La ‘ndrangheta nel sistema sanitario tra business dei tamponi e prostituzione
Dalle carte dell'inchiesta della Dda di Milano emerge anche l'infiltrazione di un personaggio vicino ad Enrico Barone in alcuni istituti clinici del Milanese. L'inchiesta partita dai test anti-covid ai giocatori del Monza
A margine dell’inchiesta della Direzione Distrettuale Antimafia che questa mattina ha portato all’arresto di sei persone legate ai clan di ‘ndrangheta della Locale di Legnano-Lonate Pozzolo e alle famiglie Tripodi di Vibo Valentia e Mancuso di Limbadi emerge anche una storia che conferma il livello di infiltrazione delle organizzazioni criminali nel tessuto economico locale, anche in ambito sanitario.

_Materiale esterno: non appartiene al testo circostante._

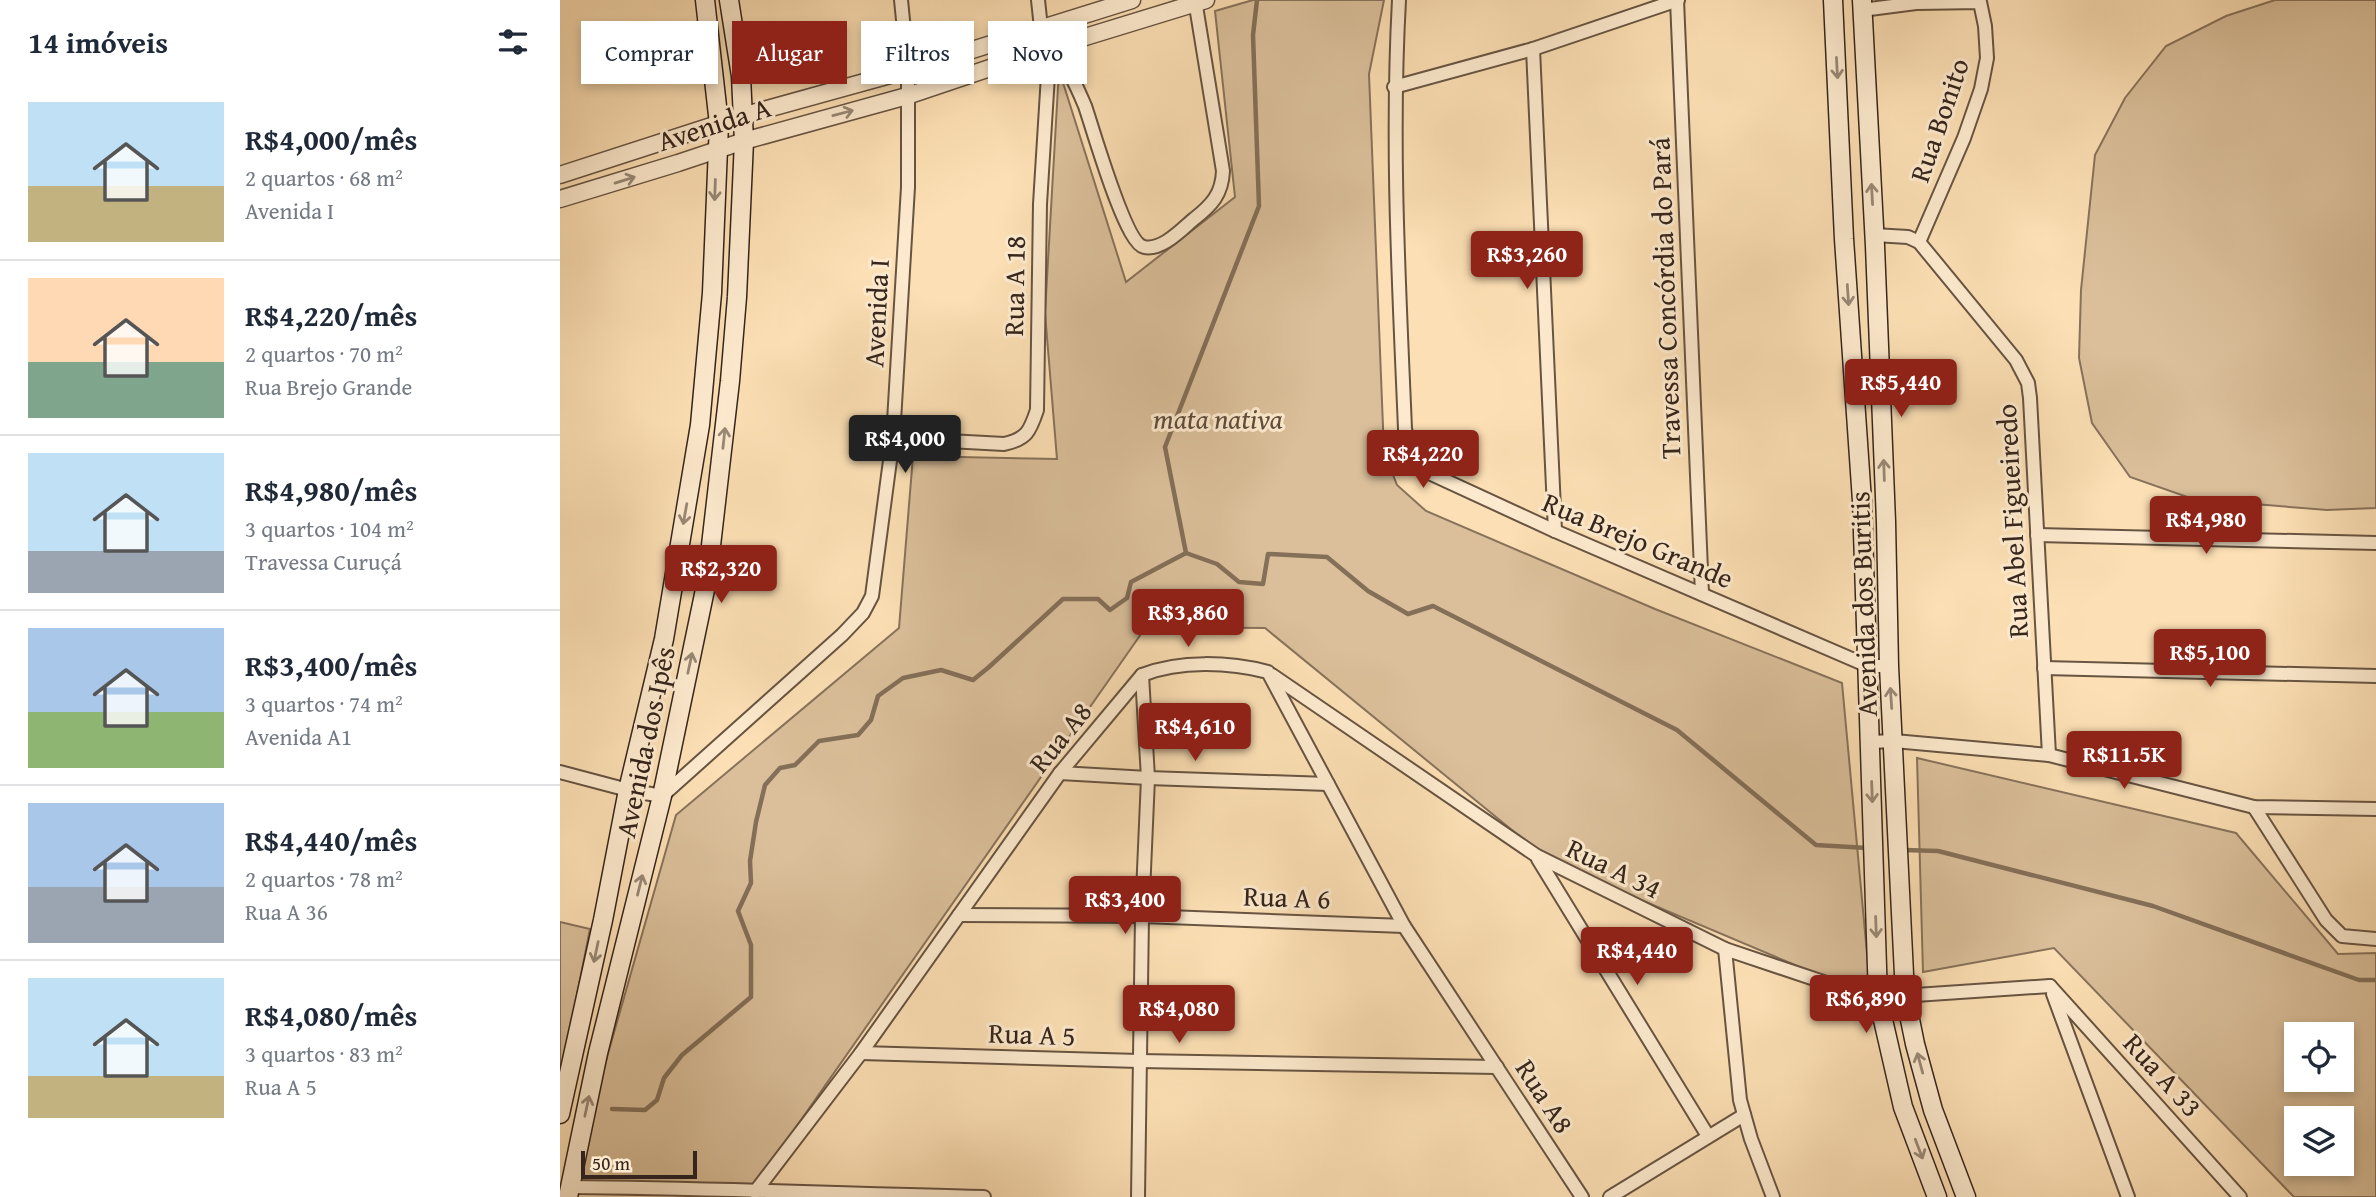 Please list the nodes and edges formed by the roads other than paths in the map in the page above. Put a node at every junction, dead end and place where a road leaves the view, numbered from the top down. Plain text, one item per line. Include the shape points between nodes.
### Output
1 (705, 0) edge
2 (729, 0) edge
3 (901, 0) edge
4 (1038, 0) edge
5 (1132, 0) edge
6 (1399, 0) edge
7 (1677, 0) edge
8 (1833, 0) edge
9 (1199, 1) edge
10 (1862, 5) edge
11 (903, 21) edge
12 (1040, 21) edge
13 (1064, 21) edge
14 (1087, 40) edge
15 (1533, 49) junction
16 (988, 72) edge
17 (861, 83) edge
18 (907, 84) edge
19 (1046, 84) edge
20 (1074, 84) edge
21 (1394, 88) junction
22 (907, 96) junction
23 (743, 116) junction
24 (719, 124) junction
25 (744, 141) junction
26 (717, 149) junction
27 (560, 175) edge
28 (560, 200) edge
29 (1874, 235) junction
30 (1919, 242) junction
31 (893, 438) junction
32 (1555, 531) junction
33 (2037, 535) junction
34 (2376, 543) edge
35 (1702, 594) junction
36 (1868, 666) junction
37 (1889, 666) junction
38 (2045, 668) junction
39 (1269, 673) junction
40 (1142, 675) junction
41 (2376, 676) edge
42 (1894, 741) junction
43 (1870, 742) junction
44 (2049, 755) junction
45 (560, 772) edge
46 (1060, 773) junction
47 (1148, 778) junction
48 (1328, 784) junction
49 (628, 790) junction
50 (662, 796) junction
51 (2254, 807) junction
52 (2376, 809) edge
53 (1537, 856) junction
54 (959, 915) junction
55 (1142, 916) junction
56 (1404, 926) junction
57 (2376, 939) edge
58 (1725, 949) junction
59 (2050, 986) junction
60 (1905, 995) junction
61 (1878, 998) junction
62 (861, 1053) junction
63 (1139, 1061) junction
64 (1497, 1067) junction
65 (560, 1114) edge
66 (1744, 1115) junction
67 (1708, 1136) junction
68 (569, 1192) edge
69 (755, 1192) junction
70 (984, 1197) edge
71 (1138, 1197) edge
72 (1582, 1197) edge
73 (1610, 1197) edge
74 (1773, 1197) edge
75 (1937, 1197) edge
76 (1966, 1197) edge
77 (2129, 1197) edge
78 (2240, 1197) edge

1 - 24 main road, Avenida dos Ipês
2 - 23 main road, Avenida dos Ipês
3 - 11 street, Avenida I
4 - 12 street, Rua A 18
5 - 13 street, Avenida A
6 - 21 street, Rua Brejo Grande
7 - 15 street
7 - 35 street, Travessa Concórdia do Pará
8 -> 36 main road, Avenida dos Buritis
9 - 14 street, Avenida A
9 - 20 street via 1223,183 1213,205 1163,243 1143,247 1134,240
29 -> 10 main road, Avenida dos Buritis
10 - 30 street, Rua Bonito via 1980,2 1987,58 1981,89
15 - 21 street
15 - 32 street
16 - 22 street, Avenida A
17 - 23 street, Avenida A
18 - 22 street, Avenida I
19 - 31 street, Rua A 18 via 1037,410 1032,427 1027,435 1004,444
21 - 32 street, Rua Brejo Grande via 1405,429 1414,466
25 -> 22 street, Avenida A
22 - 31 street, Avenida I via 908,187
23 - 24 street, Avenida A
23 - 25 main road, Avenida dos Ipês
24 - 26 main road, Avenida dos Ipês
24 - 27 street, Avenida A
25 - 26 street, Avenida A
50 -> 25 main road, Avenida dos Ipês via 707,580 716,510 737,297
28 -> 26 street, Avenida A
26 -> 49 main road, Avenida dos Ipês via 712,293 700,425 664,639
29 - 30 street
37 -> 29 main road, Avenida dos Buritis
30 - 33 street, Rua Abel Figueiredo via 2016,360 2028,383
31 - 50 street, Avenida I via 876,581 863,613
32 - 35 street, Rua Brejo Grande
33 - 34 street
33 - 38 street, Rua Abel Figueiredo
35 - 36 street, Rua Brejo Grande
36 - 37 street, Rua Brejo Grande
36 - 43 main road, Avenida dos Buritis
42 -> 37 main road, Avenida dos Buritis
38 - 41 street
38 - 44 street, Rua Abel Figueiredo
39 - 40 street via 1250,667 1180,665
39 - 48 street, Rua A8
39 - 53 street, Rua A 34
40 - 46 street, Rua A8
40 - 47 street
42 - 43 street
42 - 44 street
42 - 60 main road, Avenida dos Buritis
43 -> 61 main road, Avenida dos Buritis
44 - 51 street
45 - 49 street
46 - 47 street
46 - 54 street, Rua A8
47 - 48 street
47 - 55 street
48 - 56 street, Rua A8
49 - 50 street
49 -> 65 main road, Avenida dos Ipês
68 -> 50 main road, Avenida dos Ipês via 598,1053
51 - 52 street
51 - 57 street via 2326,920 2342,936
53 - 58 street, Rua A 34
53 - 67 street
54 - 55 street, Rua A 6
54 - 62 street, Rua A8
55 - 56 street, Rua A 6
55 - 63 street
56 - 64 street, Rua A8
58 - 61 street, Rua A 34
58 - 66 street
59 - 60 street, Rua A 34
59 - 77 street
59 - 78 street, Rua A 33
60 - 61 street, Rua A 34
76 -> 60 main road, Avenida dos Buritis via 1933,1110
61 -> 75 main road, Avenida dos Buritis via 1903,1107
62 - 63 street, Rua A 5
62 - 69 street, Rua A8
63 - 64 street, Rua A 5
63 - 71 street
64 - 72 street, Rua A8
66 - 67 street
66 - 74 street
67 - 73 street
68 - 69 street via 687,1188
69 - 70 street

Dall’ordinanza emerge che ad Enrico Barone (cl. 69 di Vibo Valentia ma residente a Legnano), non appena uscito dal carcere nel 2018, era stato affidata dal cugino (omonimo ma classe ’63 ,residente a Napoli) una somma da capogiro (1,5 milioni di euro) con l’0biettivo di farli fruttare. Una parte di questi soldi sarebbe andato a G.B., finito nell’inchiesta per aver favorito la prostituzione di una donna e per esercizio abusivo della professione medica.
Dall’ordinanza è emerso che, insieme ad un medico, C.F. avrebbe somministrato (senza alcun titolo di studio in campo sanitario) tamponi all’interno di un istituto clinico privato di Milano piuttosto noto e avrebbe pagato una prestazione sessuale ad un rappresentante legale di un gruppo di istituti clinici con l’obiettivo di contrattare l’acquisto di dispositivi anti-covid19 tramite ricatto a sfondo sessuale. G.B. si sarebbe fatto inviare delle foto compromettenti dalla prostituta inviata appositamente con questo obiettivo.
G.B., da quanto emerge dalle carte, avrebbe ricevuto una consistente somma da Enrico Barone, vertice del gruppo criminale che è finito in manette questa mattina.
L’indagine era partita dalla vicenda “opaca” dei tamponi effettuati ai giocatori del Monza nel dicembre del 2020, prima di una partita contro l’Avellino. Quei tamponi vennero sequestrati perchè si temeva fossero stati “aggiustati” e dagli sviluppi di quel primo capitolo il pm Alessandra Cerreti e Silvia Bonardi della Dda milanese sono risaliti a Barone.